Categories: Reflection

Some thoughts on sacrifice and pleasure

You are not your thoughts

Yes, it’s a bit of a mouthful to say, as the Buddhist teachings have already described this reality. However, you can prove it to yourself. You are at the same time a body (the physical), a heart (your emotions), a mind (your intellect) and a soul. In a society dominated by reason, we put thought on a pedestal and forget everything else. However, all you have to do is go on vacation far from home, your work and your worries to realize that you are more than your thoughts. When thinking is not so important anymore, you start to become aware of everything else.

Thinking has limited power

Thinking means deciding, choosing or judging. You cannot love with your intellect because it is cold, its vocation is to offer you discernment.

The heart loves without distinction

The heart allows you to feel things and to love others. The heart is not there to make differences. It loves and that’s all. This is its problem perhaps because it does not protect you from bad people.

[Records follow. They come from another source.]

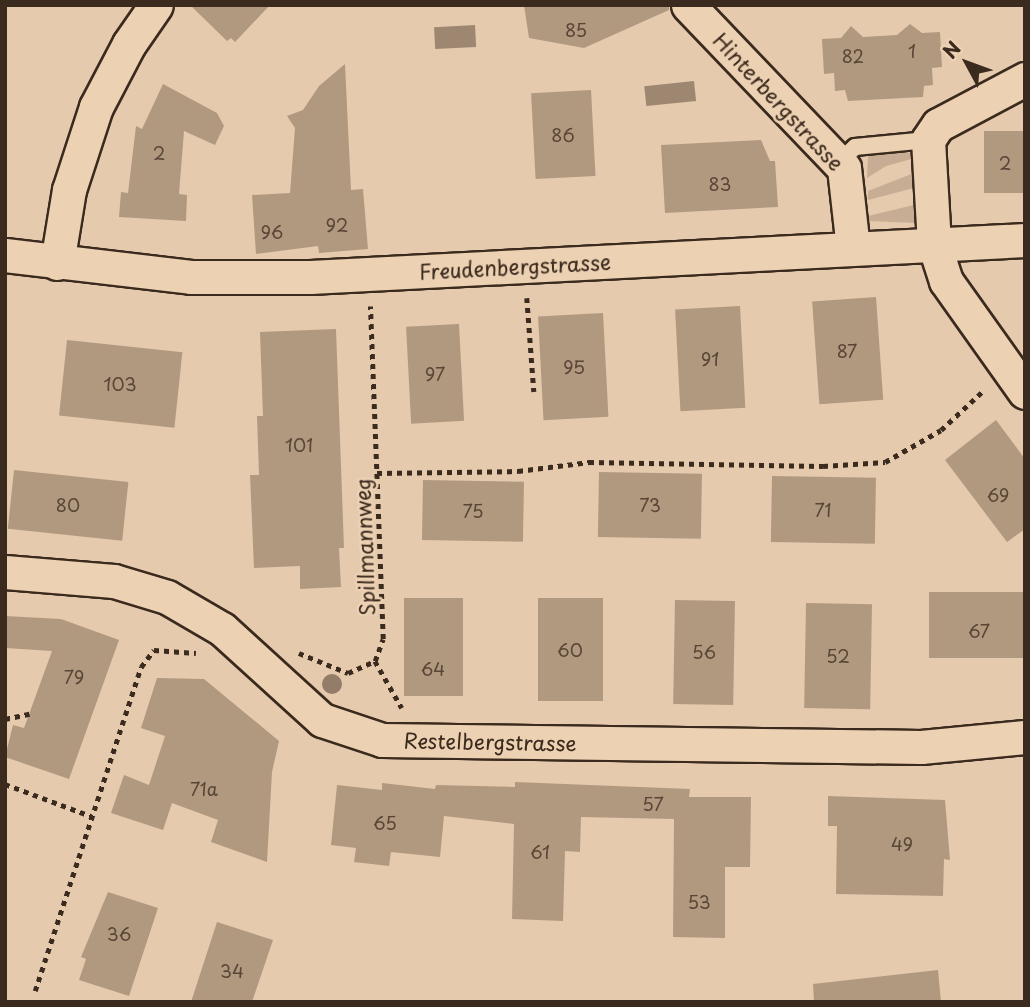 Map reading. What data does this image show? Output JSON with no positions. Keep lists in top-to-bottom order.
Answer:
{
  "streets": {
    "street": ["Hinterbergstrasse", "Freudenbergstrasse", "Restelbergstrasse"],
    "path": ["Spillmannweg"]
  },
  "crossings": [
    ["Hinterbergstrasse", "Freudenbergstrasse"]
  ],
  "house_numbers": [
    "85",
    "1",
    "82",
    "86",
    "2",
    "2",
    "83",
    "92",
    "96",
    "87",
    "91",
    "95",
    "97",
    "103",
    "101",
    "69",
    "80",
    "73",
    "71",
    "75",
    "67",
    "60",
    "56",
    "52",
    "64",
    "79",
    "71a",
    "57",
    "65",
    "49",
    "61",
    "53",
    "36",
    "34"
  ],
  "north": "top left"
} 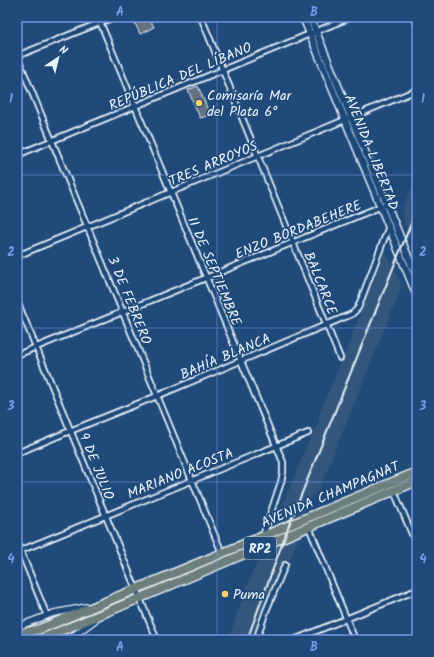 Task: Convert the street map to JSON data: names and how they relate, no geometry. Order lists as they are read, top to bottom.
{
  "streets": {
    "highway": ["AVENIDA CHAMPAGNAT", "RP2"],
    "main road": ["AVENIDA LIBERTAD"],
    "street": [
      "REPÚBLICA DEL LÍBANO",
      "TRES ARROYOS",
      "ENZO BORDABEHERE",
      "11 DE SEPTIEMBRE",
      "BALCARCE",
      "3 DE FEBRERO",
      "BAHÍA BLANCA",
      "9 DE JULIO",
      "MARIANO ACOSTA"
    ]
  },
  "crossings": [
    ["REPÚBLICA DEL LÍBANO", "AVENIDA LIBERTAD"],
    ["REPÚBLICA DEL LÍBANO", "11 DE SEPTIEMBRE"],
    ["REPÚBLICA DEL LÍBANO", "BALCARCE"],
    ["REPÚBLICA DEL LÍBANO", "3 DE FEBRERO"],
    ["AVENIDA LIBERTAD", "TRES ARROYOS"],
    ["AVENIDA LIBERTAD", "ENZO BORDABEHERE"],
    ["AVENIDA LIBERTAD", "BAHÍA BLANCA"],
    ["TRES ARROYOS", "11 DE SEPTIEMBRE"],
    ["TRES ARROYOS", "BALCARCE"],
    ["TRES ARROYOS", "3 DE FEBRERO"],
    ["ENZO BORDABEHERE", "11 DE SEPTIEMBRE"],
    ["ENZO BORDABEHERE", "BALCARCE"],
    ["ENZO BORDABEHERE", "3 DE FEBRERO"],
    ["ENZO BORDABEHERE", "9 DE JULIO"],
    ["11 DE SEPTIEMBRE", "BAHÍA BLANCA"],
    ["11 DE SEPTIEMBRE", "MARIANO ACOSTA"],
    ["11 DE SEPTIEMBRE", "AVENIDA CHAMPAGNAT"],
    ["BALCARCE", "BAHÍA BLANCA"],
    ["3 DE FEBRERO", "BAHÍA BLANCA"],
    ["3 DE FEBRERO", "MARIANO ACOSTA"],
    ["3 DE FEBRERO", "AVENIDA CHAMPAGNAT"],
    ["BAHÍA BLANCA", "9 DE JULIO"],
    ["9 DE JULIO", "MARIANO ACOSTA"],
    ["9 DE JULIO", "AVENIDA CHAMPAGNAT"]
  ],
  "places": ["Comisaría Mar del Plata 6°", "Puma"],
  "north": "top right",
  "grid": {
    "columns": ["A", "B"],
    "rows": [
      "1",
      "2",
      "3",
      "4"
    ]
  }
}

The soul is there to elevate you

It connects you to the angels. It is your divine essence. It sees beyond appearances.

If you know how to deprive yourself of something essential, you are getting closer to virtue

In most spiritual traditions, there is a focus on a form of deprivation or asceticism. This can be akin to fasting or a restraint on the pleasures of the senses.

The paradox of abundance

It is often in abundance that we become dissatisfied. The more we possess, the more we desire. When, on the contrary, we live in a frugal environment, we strangely enjoy greater capacities for contentment. If you want to experience peace in your life, you must introduce a certain amount of restraint and deprivation. Marriage is part of this relationship to this idea of restraint. You have the opportunity to cultivate, to learn to be content by reinventing your marriage every day.

The benefits of fasting

Beyond the many medical virtues of fasting, there is a very particular symbolism which is that of self-control and the surpassing of our physiological reality, because in fact what is eating, if not renewing the cells of our body and giving strength to our physical dimension?

The physical body is one of the facets of our being. However, by depriving ourselves a little to strengthen our spiritual body.

Spirituality is a school of sacrifice

In order to develop his intellect, a child must leave the playground and immerse himself in his notebooks. He sacrifices the excitement of chasing a ball for the excitement of learning. However, learning to love to study takes time; it’s like learning a new sport that is difficult to understand or master at first, like tennis.

To become a good student, you have to sacrifice the joys of companionship and sports. Learning to love school can take a long time, but once you develop intellectual enjoyment, it takes on a greater and deeper dimension. The same is true of the spiritual realm: at first it is boring, but if you persevere, you will find joys far more subtle than those that the physical or intellectual body can offer. If you want to eat cheese, you can decide to eat it fresh or wait to taste one that has been aged for many months in a cellar. The result you will discover will be totally different.

It’s exactly the same thing when you deprive yourself, you lose something in appearance that you then regain in a more subtle way. You lose the opportunity to treat yourself when you eat good food, but in fact you have the opportunity to awaken your conscience and your morality.

To please is to sacrifice

The shift from a society of pleasure to one of enjoyment

What differentiates the societies that we call traditional from the so-called modern societies?

The relationship to sacrifice

In my opinion, it is the relationship to sacrifice. Before, we sacrificed for our group, whereas today, we sacrifice for ourselves. When someone undertakes long studies and sacrifices his best years as they say. Well, he does it first and foremost for himself. When someone used to sacrifice for his country or his family, it makes a huge difference.

As most social structures have broken down, only the lowest common denominator remains, namely the individual.

To please and to enjoy

This difference in behavior towards pleasure indicates that we have moved to a new relationship with pleasure. Before, on the scale of a society, what dominated was undoubtedly the fact of liking to please. The sacrifice for others allowed to appreciate by proxy the pleasure of others. The group having disappeared, one does not wish to enjoy the pleasure of others as much. The other used to be another self, a fellow human being, but now he or she often becomes an annoying competitor. When empathy disappears, only instant enjoyment counts.

Enjoying the envy of others

More than enjoyment, we aspire to enjoy the envy of others. We are not satisfied with eating a delicious ice cream by the water, no, we want more. We want this moment to be desired, envied by a crowd of people and it doesn’t matter if they are strangers to us. The more this moment will be coveted by others, the more I will be able to appreciate what I have done. The desires of others appear as a multiplier of my experience. Even more, they will come to replace it: the covetousness will be the new pleasure of which we will delight, hence the emergence of this permanent staging of our lives.